■ Work to complete:
Each line below that includes the word "Edgar" adds one to the count; give that count and nothing else.

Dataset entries
*** Block opens ***

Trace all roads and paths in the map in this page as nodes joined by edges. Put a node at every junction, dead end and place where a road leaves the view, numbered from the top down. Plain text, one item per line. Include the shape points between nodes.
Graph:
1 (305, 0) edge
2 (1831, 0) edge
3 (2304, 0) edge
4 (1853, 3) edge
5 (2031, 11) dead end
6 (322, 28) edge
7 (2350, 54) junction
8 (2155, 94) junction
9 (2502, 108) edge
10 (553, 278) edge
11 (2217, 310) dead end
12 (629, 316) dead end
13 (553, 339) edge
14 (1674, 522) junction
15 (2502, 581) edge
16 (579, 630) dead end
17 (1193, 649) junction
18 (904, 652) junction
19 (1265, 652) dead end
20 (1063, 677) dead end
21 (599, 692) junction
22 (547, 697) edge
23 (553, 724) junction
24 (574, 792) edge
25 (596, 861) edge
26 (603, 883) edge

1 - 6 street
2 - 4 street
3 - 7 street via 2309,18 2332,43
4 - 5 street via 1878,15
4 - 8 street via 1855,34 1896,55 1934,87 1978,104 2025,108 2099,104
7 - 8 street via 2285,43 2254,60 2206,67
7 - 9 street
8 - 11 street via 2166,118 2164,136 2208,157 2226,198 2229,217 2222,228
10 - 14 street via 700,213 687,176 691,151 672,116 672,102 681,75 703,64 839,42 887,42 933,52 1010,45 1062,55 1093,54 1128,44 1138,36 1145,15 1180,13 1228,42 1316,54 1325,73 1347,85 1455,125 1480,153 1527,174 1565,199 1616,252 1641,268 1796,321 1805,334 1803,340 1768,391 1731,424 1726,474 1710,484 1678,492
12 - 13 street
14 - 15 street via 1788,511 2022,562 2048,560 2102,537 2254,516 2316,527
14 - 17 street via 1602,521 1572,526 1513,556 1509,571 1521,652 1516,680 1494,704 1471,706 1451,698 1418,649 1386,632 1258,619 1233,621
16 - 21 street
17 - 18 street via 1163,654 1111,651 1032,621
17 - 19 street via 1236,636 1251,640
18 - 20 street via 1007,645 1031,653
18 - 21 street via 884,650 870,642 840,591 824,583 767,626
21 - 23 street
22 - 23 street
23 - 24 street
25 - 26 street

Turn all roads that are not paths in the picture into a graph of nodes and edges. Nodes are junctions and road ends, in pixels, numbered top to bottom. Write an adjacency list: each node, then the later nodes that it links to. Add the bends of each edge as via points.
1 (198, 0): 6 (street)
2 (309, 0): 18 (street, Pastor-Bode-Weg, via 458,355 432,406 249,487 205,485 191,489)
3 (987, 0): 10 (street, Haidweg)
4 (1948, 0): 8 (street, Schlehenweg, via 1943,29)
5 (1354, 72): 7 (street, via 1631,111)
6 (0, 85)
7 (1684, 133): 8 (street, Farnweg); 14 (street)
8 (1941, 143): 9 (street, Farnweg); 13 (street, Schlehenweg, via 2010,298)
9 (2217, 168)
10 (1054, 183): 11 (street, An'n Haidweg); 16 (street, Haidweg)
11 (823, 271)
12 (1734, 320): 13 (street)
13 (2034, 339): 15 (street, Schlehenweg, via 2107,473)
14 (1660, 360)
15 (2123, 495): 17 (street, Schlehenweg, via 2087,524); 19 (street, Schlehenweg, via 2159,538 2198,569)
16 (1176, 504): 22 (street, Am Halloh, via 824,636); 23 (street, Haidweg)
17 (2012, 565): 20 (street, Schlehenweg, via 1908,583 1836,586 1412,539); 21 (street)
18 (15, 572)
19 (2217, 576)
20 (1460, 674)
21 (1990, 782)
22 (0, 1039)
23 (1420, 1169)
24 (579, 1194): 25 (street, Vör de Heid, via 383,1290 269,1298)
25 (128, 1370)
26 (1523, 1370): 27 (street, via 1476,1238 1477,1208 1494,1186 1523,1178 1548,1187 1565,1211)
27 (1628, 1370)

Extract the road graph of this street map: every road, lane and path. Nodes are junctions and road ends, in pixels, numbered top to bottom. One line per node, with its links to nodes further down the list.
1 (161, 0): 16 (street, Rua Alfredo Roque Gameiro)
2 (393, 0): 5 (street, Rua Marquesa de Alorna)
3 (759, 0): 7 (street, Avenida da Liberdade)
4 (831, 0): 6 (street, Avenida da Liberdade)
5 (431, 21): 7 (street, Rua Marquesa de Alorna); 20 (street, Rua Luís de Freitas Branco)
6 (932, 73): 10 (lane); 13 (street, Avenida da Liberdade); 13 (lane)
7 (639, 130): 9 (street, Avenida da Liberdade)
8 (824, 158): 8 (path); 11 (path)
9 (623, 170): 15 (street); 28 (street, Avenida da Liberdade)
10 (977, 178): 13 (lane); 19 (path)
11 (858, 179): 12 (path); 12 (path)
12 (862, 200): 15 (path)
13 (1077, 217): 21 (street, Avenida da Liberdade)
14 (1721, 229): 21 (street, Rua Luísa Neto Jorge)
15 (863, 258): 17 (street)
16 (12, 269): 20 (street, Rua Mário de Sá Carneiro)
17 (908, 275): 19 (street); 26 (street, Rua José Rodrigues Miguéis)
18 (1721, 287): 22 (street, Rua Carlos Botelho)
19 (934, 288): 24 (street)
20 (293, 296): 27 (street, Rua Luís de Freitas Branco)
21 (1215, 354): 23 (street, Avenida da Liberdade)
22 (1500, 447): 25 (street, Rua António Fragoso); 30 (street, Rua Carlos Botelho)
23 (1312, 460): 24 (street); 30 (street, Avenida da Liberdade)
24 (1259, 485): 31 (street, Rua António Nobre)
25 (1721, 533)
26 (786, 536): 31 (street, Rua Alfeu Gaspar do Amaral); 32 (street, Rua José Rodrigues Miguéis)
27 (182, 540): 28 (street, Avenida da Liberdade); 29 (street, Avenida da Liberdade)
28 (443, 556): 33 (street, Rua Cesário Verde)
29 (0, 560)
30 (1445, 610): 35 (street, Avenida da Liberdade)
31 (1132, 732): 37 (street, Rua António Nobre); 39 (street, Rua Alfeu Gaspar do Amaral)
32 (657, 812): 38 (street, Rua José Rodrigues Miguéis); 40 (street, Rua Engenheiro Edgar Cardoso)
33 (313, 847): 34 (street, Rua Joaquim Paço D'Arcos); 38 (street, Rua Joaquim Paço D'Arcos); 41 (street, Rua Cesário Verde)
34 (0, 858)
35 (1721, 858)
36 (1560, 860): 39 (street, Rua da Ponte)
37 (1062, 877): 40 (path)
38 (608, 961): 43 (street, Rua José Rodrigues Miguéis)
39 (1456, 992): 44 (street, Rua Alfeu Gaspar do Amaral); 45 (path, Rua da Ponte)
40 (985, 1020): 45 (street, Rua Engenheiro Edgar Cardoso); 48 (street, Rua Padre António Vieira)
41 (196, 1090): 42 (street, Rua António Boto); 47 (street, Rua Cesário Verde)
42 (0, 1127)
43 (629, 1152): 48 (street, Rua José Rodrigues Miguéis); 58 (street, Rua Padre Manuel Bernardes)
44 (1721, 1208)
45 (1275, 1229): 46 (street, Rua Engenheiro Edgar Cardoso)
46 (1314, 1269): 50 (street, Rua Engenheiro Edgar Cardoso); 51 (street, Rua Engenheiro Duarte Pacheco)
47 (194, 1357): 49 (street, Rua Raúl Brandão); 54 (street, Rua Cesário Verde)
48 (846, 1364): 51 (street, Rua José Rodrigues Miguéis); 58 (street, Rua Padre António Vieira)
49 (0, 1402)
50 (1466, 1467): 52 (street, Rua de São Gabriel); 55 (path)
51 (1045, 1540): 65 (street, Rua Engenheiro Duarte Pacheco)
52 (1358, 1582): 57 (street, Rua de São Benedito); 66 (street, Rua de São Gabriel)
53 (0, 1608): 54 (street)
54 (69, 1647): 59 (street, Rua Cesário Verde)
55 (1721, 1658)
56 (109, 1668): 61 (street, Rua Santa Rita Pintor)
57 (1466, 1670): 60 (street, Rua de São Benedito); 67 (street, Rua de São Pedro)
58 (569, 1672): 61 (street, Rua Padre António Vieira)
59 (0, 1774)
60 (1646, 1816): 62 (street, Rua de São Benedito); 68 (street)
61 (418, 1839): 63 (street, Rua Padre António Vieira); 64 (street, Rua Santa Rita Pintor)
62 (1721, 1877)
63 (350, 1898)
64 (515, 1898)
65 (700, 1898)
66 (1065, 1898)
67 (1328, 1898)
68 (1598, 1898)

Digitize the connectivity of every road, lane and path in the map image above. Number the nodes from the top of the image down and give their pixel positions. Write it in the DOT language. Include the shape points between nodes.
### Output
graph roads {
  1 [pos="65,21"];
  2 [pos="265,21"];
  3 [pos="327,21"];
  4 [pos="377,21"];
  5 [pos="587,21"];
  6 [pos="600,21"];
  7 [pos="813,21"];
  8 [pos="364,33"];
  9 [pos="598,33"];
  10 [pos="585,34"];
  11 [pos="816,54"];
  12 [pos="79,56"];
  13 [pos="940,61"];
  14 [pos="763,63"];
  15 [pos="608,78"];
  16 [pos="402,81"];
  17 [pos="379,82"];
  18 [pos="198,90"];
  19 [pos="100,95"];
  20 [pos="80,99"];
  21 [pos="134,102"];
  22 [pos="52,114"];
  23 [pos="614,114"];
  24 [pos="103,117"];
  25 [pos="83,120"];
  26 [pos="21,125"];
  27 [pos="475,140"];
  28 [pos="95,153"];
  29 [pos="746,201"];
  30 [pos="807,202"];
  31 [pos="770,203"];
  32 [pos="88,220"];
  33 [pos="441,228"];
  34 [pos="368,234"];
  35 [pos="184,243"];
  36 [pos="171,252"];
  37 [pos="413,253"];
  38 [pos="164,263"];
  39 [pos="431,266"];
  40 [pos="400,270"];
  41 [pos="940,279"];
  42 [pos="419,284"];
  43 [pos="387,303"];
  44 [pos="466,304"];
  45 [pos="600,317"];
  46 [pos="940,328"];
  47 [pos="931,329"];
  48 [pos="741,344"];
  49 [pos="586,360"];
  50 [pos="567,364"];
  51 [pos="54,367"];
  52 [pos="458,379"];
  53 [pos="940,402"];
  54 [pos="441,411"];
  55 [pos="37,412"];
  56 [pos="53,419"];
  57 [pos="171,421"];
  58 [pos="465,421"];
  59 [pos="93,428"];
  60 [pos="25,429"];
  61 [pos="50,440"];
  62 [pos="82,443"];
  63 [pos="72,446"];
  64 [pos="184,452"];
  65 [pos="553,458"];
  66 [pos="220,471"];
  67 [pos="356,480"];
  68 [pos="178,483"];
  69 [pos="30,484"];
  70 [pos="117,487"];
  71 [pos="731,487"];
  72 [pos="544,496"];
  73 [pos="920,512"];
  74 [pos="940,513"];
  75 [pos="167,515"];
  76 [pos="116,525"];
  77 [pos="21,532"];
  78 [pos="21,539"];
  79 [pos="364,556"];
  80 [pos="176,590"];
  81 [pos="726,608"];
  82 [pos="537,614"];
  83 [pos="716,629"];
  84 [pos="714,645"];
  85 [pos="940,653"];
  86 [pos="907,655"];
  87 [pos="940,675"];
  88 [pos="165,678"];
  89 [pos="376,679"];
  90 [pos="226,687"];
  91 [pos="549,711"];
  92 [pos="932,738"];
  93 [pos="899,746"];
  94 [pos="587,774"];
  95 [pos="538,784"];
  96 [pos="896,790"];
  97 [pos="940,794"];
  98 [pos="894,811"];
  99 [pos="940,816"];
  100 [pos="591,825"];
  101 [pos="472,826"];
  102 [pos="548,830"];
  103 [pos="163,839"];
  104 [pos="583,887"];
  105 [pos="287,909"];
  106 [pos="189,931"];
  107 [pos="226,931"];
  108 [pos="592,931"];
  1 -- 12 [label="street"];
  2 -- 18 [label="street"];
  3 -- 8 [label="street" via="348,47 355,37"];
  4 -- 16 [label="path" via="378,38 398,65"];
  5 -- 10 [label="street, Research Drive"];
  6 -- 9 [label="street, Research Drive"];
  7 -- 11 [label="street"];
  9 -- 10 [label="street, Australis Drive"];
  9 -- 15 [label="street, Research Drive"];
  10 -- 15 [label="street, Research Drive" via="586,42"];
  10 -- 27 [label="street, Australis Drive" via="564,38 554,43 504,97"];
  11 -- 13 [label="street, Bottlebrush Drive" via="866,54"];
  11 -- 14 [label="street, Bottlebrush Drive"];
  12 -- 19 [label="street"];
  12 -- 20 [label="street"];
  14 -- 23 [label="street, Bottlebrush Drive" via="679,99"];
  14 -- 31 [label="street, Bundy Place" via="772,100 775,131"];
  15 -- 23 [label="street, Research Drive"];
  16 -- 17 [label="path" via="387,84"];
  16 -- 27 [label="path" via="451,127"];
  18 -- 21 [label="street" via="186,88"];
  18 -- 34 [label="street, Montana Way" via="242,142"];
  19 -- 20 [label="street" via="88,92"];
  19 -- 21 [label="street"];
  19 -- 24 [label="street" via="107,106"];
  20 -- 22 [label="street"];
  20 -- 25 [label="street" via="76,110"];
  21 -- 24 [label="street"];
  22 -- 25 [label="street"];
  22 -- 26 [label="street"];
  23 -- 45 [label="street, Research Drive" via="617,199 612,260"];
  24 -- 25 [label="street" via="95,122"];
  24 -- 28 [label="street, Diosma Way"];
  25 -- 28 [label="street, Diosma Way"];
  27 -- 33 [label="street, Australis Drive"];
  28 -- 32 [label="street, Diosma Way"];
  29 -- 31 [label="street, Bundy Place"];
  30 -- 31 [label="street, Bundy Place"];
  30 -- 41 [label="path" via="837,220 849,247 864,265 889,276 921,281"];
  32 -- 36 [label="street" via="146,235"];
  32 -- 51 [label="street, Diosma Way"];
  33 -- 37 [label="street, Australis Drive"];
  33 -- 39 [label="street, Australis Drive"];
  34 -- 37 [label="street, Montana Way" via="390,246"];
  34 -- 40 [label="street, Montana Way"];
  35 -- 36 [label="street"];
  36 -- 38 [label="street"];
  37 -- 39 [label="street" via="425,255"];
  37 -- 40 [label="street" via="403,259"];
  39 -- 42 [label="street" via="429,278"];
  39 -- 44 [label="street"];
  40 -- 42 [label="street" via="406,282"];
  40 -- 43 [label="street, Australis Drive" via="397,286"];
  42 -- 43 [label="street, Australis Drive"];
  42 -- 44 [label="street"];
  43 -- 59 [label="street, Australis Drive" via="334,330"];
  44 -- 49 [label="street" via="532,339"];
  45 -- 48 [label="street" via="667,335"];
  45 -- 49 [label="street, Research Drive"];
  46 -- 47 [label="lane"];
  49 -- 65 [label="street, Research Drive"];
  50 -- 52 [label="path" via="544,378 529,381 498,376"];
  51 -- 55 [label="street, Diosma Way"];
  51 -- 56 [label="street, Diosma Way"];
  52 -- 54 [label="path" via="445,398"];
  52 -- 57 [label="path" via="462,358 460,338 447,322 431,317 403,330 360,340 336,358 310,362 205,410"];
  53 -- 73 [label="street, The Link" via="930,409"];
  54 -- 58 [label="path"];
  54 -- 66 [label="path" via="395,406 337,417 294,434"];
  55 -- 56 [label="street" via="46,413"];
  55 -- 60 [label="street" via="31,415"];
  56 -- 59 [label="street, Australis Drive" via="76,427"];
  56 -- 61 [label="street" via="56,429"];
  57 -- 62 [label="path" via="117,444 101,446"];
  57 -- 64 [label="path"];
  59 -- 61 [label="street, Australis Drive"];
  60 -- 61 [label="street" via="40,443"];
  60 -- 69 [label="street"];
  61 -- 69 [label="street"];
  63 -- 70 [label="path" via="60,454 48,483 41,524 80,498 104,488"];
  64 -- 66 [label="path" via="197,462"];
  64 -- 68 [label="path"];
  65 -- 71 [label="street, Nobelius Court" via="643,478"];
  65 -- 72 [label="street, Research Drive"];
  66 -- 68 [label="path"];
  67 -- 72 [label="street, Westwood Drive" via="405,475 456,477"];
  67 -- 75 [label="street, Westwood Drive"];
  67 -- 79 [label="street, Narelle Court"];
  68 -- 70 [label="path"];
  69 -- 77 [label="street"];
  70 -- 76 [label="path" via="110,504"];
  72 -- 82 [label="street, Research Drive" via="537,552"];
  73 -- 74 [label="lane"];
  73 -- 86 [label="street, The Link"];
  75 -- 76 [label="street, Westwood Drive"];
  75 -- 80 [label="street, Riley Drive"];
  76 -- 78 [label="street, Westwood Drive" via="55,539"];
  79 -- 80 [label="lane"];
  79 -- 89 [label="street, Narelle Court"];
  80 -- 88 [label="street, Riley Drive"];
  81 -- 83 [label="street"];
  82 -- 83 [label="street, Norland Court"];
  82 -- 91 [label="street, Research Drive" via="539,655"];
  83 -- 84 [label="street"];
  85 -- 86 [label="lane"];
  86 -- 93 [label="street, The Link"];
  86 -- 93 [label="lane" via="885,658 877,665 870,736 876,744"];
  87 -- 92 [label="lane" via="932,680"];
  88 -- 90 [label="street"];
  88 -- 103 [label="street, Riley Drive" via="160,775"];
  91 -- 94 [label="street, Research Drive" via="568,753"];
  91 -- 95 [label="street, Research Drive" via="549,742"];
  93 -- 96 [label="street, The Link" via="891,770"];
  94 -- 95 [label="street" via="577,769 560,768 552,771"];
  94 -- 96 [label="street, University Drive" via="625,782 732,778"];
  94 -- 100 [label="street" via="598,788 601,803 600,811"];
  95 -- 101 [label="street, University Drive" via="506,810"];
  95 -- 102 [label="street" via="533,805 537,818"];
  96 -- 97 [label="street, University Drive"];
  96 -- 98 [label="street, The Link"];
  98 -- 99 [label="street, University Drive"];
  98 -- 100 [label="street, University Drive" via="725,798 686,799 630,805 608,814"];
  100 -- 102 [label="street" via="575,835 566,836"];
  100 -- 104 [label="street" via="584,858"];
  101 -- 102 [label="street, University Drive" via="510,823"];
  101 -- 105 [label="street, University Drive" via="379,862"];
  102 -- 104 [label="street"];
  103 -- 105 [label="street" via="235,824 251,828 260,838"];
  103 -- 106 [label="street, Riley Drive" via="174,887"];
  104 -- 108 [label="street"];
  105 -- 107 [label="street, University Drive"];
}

*** Block closes ***

■ Output for this task:
4